GOP's 'big idea' man rolls out a new manifesto

Newt Gingrich writes a book and preaches change on taxes, budget, and security, in a bid to keep his party sharp.

Listening to Newt Gingrich is still like trying to take a sip out of a fire hose. Make that a fire hose on steroids. Ten years since the insurgent Republican from Georgia became Speaker of the House and six years since he left, he has updated his message of reform - and with no less of a sense of urgency.

In his latest book, he has put forth a new Contract With America, a 10-point manifesto with so many subparts it really contains 17 pieces. Part V alone calls for a new system of civil justice, a simplified tax code, better math and science teaching, investment in "the scientific revolutions that are going to transform our world," and transformation of healthcare.
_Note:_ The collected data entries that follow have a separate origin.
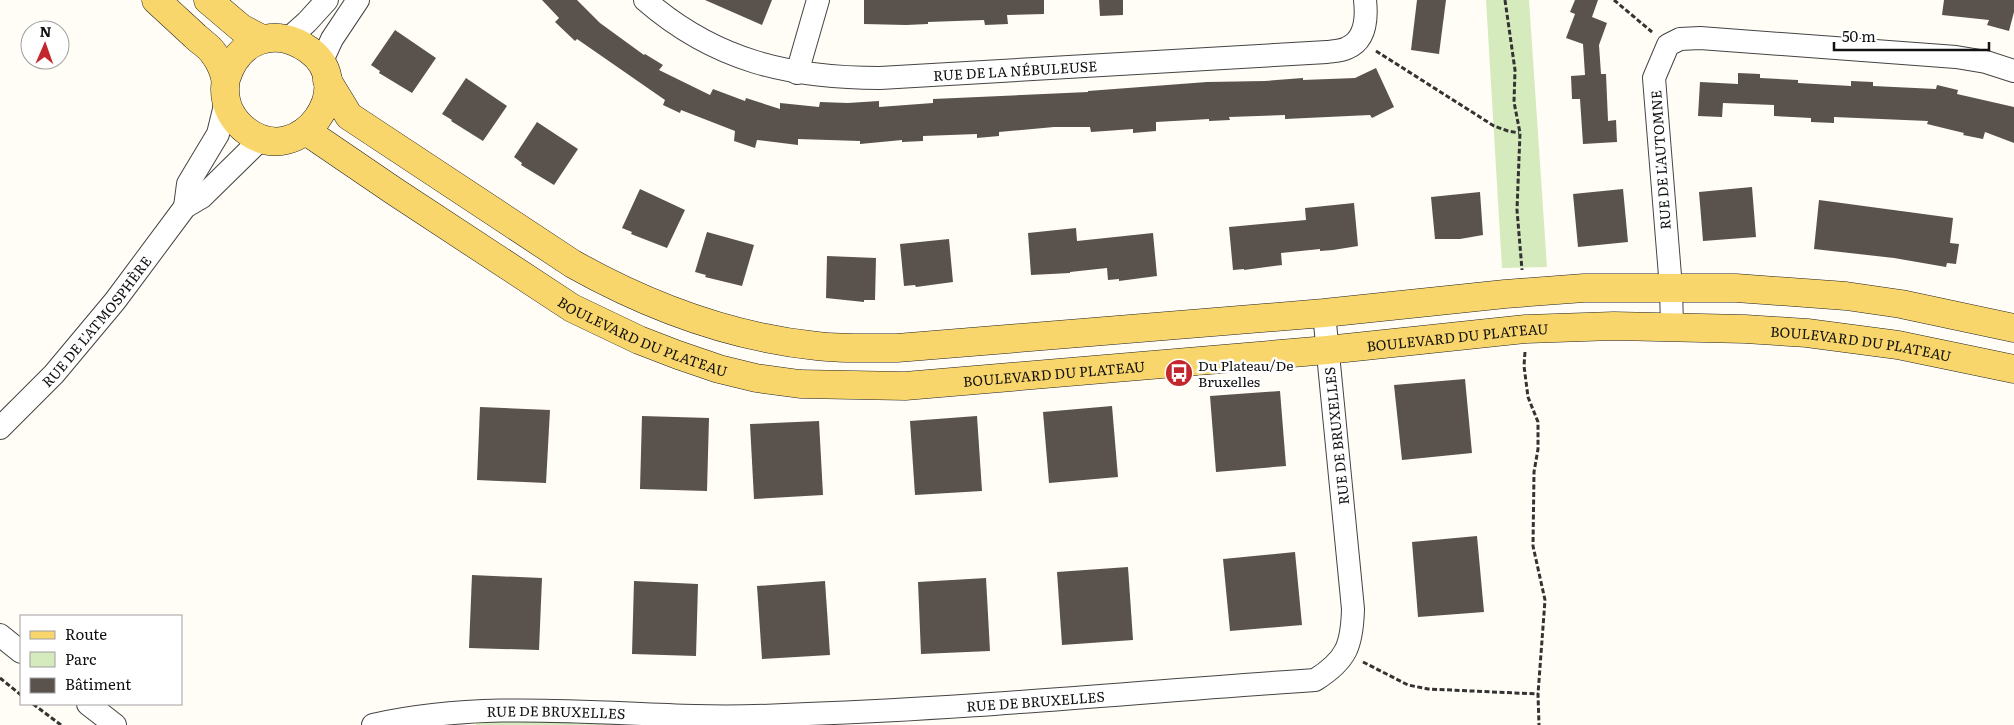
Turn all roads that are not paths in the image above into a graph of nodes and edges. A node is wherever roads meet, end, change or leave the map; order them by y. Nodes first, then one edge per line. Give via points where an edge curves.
1 (156, 0) edge
2 (208, 0) edge
3 (327, 0) edge
4 (358, 0) edge
5 (645, 0) edge
6 (818, 0) edge
7 (1365, 0) edge
8 (275, 39) junction
9 (324, 71) junction
10 (2014, 71) edge
11 (797, 73) junction
12 (226, 90) junction
13 (306, 131) junction
14 (262, 138) junction
15 (185, 207) junction
16 (1671, 288) junction
17 (1324, 313) junction
18 (1672, 327) junction
19 (2014, 328) edge
20 (1327, 350) junction
21 (2014, 369) edge
22 (0, 428) edge
23 (0, 635) edge
24 (20, 651) edge
25 (89, 705) edge
26 (115, 725) edge
27 (373, 725) edge

1 - 12 main road via 214,53
2 - 8 main road via 241,28
3 - 8 street via 307,22
4 - 9 street via 332,39
5 - 11 street, RUE DE LA NÉBULEUSE via 705,42 751,61
6 - 11 street
7 - 11 street, RUE DE LA NÉBULEUSE via 1366,22 1358,40 1346,49 1327,52 880,78
8 - 9 main road via 301,44 312,52
8 - 12 main road via 243,50 235,58
9 - 13 main road via 328,91 322,114
9 - 17 main road via 349,116 573,264 668,310 742,333 816,346 897,348
10 - 16 street, RUE DE L'AUTOMNE via 1956,57 1700,38 1680,39 1668,45 1654,78
12 - 14 main road via 231,113 239,124
12 - 15 street, RUE DE L'ATMOSPHÈRE via 218,134 188,184
13 - 14 main road via 285,140
13 - 20 main road, BOULEVARD DU PLATEAU via 572,308 638,340 719,369 756,378 800,384 905,386
14 - 15 street, RUE DE L'ATMOSPHÈRE via 202,197
15 - 22 street, RUE DE L'ATMOSPHÈRE via 54,374
16 - 17 main road via 1549,290
16 - 18 street, RUE DE L'AUTOMNE
16 - 19 main road via 1736,288 1846,296
17 - 20 street, RUE DE BRUXELLES
18 - 20 main road, BOULEVARD DU PLATEAU via 1570,326
18 - 21 main road, BOULEVARD DU PLATEAU via 1745,329 1856,339
20 - 27 street, RUE DE BRUXELLES via 1353,609 1352,633 1345,653 1333,668 1316,680 957,707 696,716 491,710
23 - 24 street
25 - 26 street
"In a sense, you could argue that what I am trying to do is refill the gas tank" of reform ideas, Mr. Gingrich told a Monitor breakfast Tuesday.

Is he contemplating another run for office, even president? "My experience as a historian is that you have people who ride tides and you have people who just hang out," he said. "The people who hang out, sometimes it works and sometimes it doesn't.... I am having a good time and we will see what happens over time."
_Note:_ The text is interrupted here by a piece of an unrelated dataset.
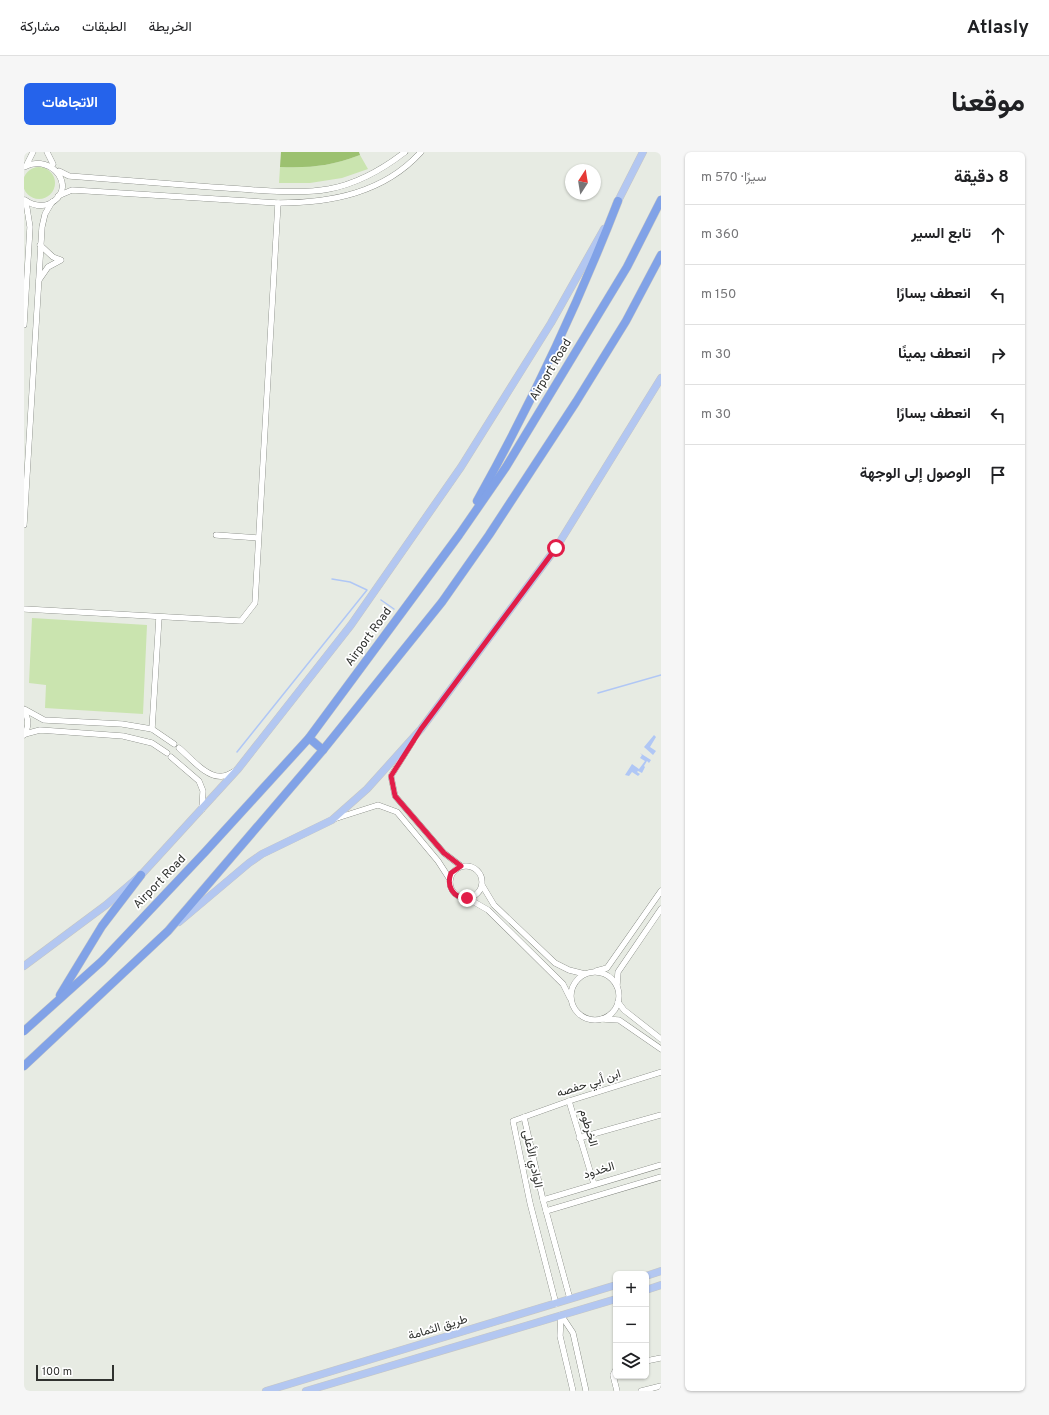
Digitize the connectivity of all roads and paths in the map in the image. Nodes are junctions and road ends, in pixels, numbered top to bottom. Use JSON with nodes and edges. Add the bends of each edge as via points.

In short, he seems to know that he would be a long shot for his party's nomination - especially with a sitting Republican president and top political aide who could wield formidable influence in the nominating process. Gingrich puts the odds at 9 to 1 that President Bush and Karl Rove could get their pick nominated.

Gingrich's potential presidential ambitions seem almost beside the point. In other forums, particularly to Republican audiences, he has warned that what was done unto the Democrats in 1994 could be done unto the Republicans, even in 2006. When the Democrats woke up after the '94 vote, their 40-year rule in the House had ended in a political tsunami.

Gingrich is glad the House Republicans pulled back from a proposed rule change that would have allowed indicted members of leadership to keep serving. But more than that, he says, Republicans must remain the reform party or they stop making sense.

Anything that jeopardizes the Republicans' status as the reform party "is more dangerous for us than it is for Democrats," he says, adding that the GOP majority comes from the followers of former third-party candidate Ross Perot who want "real reform." "To the degree that we are seen as no longer the reform party, we create space either for a third party or for people to just stay at home."

The former speaker warns that the Republican Party is an "internally oriented party" too focused on Washington. "You see that, frankly, in the president's speeches on Social Security, which are Washington-oriented speeches, trying to figure out some way to meet CBO [Congressional Budget Office] scoring as though five bureaucrats sitting in a room in the Ford Building define the future of America."

Gingrich also takes on the issue of God in the public square - and gives no quarter to a journalist who questions his moral credentials, given his three marriages.

"I tell you up front, I am a sinner; I suspect you are, too," he shot back. "Now that we have that out of the way, let's talk about whether as a historian I can talk about how the Declaration of Independence was written, what Thomas Jefferson stands for, and whether it is good for American families to go on a walking tour of Washington to see historically the absolute fact that the Founding Fathers were deeply committed to the idea our rights come from God."

A few more sips from the fire hose:

• On the balanced budget: "I am pretty enthusiastic about getting back to a balanced budget. I think it is essentially a moral, not an economic, issue. You can sustain deficits for a long time if your economy is growing. But politicians need a barrier that explains the word 'no.' "

• On national security: "I am frankly a little worried about the 2006 budget, because I think we are starting to play bunchball, in that we are getting sucked into Iraq like it is the only problem. And we are doing that for budget reasons, not national security reasons. I think China is still real. I think the scale of the Russian R&D program is still real. I think North Korea, Pakistan, Saudi Arabia, Iran are all real."

• On taxes: "I would make abolishing the death tax permanently one of the three or four highest values in terms of legislation, because it goes absolutely at the heart of the Democratic Party's ability to say no.... If I had to choose between making [Bush's] tax cuts permanent and some kind of complex tax reform, I'd go for making the tax cuts permanent. I think it is a more winnable, more explainable thing."

• On which government programs to eliminate: "Why is NASA running the space shuttle? Just ask yourself, why would you have thousands of people sitting around Cape Kennedy, waiting for the shuttle to be relaunched? And to what degree does the scale of government bureaucracy tell you a lot about why NASA has not been more effective in moving America into space? I'm very much for a space program but you know, we built the transcontinental railroad with government incentives but without a government bureaucracy of railroad builders."